I'm not allowed to stand up for myself, because doing so is automatically an act of oppression. If a woman treats me like shit, and she's being “more feminist” than me, I conclude that I deserve to be treated like shit. That is the model I've learned of a good ally.
I'm not a good ally, or even a bad one. I'm collateral damage.
If the point of all this is to give me a tiny little taste of the invalidation that others experience on a regular basis, then congratulations, it worked. You've made your point. Now that you've broken me, how can I possibly help you, when it seems like I'm part of the problem just by existing? It feels like all I can do is engage in emotional self-harm to repay the debt of how I was born.
I can't just take a break “until I feel better.” My depressive symptoms will always come and go, and some thoughts will reliably bring them back. I spent years reading about how the most important thing I can do, as a winner of the birth lottery, is to be an ally to marginalized people. And now I've realized that I'm too sick and weak to do it.
Even if I give up on being an ally, I can't avoid this subject. It affects a lot of my friends, and I feel even worse when I ask them not to talk about it around me. I don't want to silence anyone. At least I've mostly stopped using Twitter.

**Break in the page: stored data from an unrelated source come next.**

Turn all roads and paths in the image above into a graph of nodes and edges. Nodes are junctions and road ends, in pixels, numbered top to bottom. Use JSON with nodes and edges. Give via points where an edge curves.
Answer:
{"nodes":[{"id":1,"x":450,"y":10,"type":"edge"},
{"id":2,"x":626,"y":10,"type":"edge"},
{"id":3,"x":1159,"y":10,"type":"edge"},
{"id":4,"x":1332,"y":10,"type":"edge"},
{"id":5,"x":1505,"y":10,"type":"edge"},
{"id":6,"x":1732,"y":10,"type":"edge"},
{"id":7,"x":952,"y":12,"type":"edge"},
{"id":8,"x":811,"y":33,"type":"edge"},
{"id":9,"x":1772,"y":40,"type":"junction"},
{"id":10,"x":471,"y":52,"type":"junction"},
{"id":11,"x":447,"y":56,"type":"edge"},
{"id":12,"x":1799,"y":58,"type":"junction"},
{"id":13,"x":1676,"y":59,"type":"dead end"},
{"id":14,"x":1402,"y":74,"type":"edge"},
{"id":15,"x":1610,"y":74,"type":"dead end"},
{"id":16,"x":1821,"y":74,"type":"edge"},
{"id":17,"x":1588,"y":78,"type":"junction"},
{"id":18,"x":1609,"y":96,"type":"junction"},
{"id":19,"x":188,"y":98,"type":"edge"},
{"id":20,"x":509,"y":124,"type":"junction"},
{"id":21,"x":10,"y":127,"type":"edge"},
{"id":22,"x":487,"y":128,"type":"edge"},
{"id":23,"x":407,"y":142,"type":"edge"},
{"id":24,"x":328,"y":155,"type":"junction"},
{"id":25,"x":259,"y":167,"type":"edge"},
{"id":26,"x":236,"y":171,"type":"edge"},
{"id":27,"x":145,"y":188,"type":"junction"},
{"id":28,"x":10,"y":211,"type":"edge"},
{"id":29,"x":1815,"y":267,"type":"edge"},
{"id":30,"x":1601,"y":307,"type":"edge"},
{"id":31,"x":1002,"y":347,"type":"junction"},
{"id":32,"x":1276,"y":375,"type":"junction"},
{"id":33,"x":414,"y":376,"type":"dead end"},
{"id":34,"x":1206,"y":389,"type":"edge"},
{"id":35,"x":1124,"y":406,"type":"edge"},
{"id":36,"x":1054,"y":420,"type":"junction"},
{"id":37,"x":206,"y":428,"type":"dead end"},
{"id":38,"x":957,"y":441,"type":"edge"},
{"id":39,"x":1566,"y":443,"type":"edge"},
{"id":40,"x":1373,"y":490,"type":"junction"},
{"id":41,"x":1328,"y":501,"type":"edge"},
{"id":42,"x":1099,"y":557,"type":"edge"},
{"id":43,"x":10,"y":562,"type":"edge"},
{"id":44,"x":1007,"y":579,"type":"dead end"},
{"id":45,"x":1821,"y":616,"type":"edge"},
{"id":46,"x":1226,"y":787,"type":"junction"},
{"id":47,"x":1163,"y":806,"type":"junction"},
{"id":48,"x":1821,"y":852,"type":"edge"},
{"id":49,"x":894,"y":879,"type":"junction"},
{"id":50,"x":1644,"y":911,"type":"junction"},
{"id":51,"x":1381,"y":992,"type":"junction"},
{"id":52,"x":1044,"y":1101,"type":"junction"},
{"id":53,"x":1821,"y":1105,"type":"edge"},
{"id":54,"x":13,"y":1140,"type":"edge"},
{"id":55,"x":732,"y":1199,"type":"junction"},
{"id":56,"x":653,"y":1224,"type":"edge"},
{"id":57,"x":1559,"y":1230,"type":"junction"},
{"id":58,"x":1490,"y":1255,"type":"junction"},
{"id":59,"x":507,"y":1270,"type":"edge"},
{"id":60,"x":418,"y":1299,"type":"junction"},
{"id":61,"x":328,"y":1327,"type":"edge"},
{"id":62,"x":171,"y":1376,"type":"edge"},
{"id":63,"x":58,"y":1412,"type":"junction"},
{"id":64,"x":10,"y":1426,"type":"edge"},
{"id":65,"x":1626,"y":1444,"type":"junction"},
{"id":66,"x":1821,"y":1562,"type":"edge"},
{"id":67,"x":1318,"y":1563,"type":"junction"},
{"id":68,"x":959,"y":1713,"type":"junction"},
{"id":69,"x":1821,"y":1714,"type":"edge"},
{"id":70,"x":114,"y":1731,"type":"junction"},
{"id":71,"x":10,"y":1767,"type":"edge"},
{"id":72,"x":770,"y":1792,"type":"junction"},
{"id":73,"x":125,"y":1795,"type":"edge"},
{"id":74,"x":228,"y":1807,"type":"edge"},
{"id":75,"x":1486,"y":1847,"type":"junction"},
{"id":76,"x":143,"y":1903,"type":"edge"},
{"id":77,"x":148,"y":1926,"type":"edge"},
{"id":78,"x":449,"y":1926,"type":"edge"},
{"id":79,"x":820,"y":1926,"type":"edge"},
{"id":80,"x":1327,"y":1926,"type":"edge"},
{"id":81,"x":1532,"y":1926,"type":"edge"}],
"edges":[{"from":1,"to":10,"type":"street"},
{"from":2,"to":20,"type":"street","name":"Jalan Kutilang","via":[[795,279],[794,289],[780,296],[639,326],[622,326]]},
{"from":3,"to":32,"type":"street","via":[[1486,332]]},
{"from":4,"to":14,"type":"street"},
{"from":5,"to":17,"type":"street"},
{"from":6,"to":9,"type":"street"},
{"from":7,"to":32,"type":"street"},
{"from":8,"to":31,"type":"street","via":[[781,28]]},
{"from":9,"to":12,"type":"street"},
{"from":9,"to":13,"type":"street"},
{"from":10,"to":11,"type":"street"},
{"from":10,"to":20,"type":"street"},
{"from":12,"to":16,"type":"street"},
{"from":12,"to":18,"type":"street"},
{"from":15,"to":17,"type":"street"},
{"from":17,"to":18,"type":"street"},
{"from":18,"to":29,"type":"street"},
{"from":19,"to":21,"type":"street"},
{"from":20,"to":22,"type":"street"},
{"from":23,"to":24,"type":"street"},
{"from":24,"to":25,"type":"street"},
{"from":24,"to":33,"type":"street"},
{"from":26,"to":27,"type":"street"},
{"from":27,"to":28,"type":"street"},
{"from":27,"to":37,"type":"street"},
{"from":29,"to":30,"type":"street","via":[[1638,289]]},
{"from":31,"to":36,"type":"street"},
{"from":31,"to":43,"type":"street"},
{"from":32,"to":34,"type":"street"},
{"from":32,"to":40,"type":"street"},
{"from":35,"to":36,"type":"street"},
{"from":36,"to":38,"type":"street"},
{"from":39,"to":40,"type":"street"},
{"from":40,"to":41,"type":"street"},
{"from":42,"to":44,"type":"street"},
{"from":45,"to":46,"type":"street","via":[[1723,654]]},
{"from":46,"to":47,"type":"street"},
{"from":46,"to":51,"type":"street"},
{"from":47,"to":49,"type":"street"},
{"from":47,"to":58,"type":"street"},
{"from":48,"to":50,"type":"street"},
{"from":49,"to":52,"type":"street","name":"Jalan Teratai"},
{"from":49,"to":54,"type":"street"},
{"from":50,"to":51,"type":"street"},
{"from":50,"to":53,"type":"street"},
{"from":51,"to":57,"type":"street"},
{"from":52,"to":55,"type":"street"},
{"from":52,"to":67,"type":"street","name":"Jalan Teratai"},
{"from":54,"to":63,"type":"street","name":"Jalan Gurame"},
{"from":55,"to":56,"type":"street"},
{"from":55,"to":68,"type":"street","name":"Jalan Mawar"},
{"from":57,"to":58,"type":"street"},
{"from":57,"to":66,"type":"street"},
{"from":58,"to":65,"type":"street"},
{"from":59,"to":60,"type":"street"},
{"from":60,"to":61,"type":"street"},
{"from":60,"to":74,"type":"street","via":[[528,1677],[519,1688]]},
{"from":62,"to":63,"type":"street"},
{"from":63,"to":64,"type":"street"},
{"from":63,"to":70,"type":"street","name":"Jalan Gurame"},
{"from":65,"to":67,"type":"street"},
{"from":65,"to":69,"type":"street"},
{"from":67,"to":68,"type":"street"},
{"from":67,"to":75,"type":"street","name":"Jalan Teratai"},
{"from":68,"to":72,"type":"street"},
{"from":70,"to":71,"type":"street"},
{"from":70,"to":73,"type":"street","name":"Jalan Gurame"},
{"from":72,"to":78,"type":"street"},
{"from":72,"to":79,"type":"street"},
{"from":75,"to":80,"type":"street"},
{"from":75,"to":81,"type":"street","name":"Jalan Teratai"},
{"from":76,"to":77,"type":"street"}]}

So this is how I feel, but I'm not sure anyone else can do anything about it. Really, most of the people I've talked to have been sympathetic. Maybe I need to learn not to let bullies get to me, even when they're bullying in service of a cause I support. They don't seem to get much pushback from the wider community, at any rate.
What gives me hope is, I recognize that my participation in the endless shouting online wasn't really useful to anyone. If I can let myself ignore all that, maybe I can recover some of my energy for other activities that actually help people.
That's all I have to say right now. Thank you for listening to me.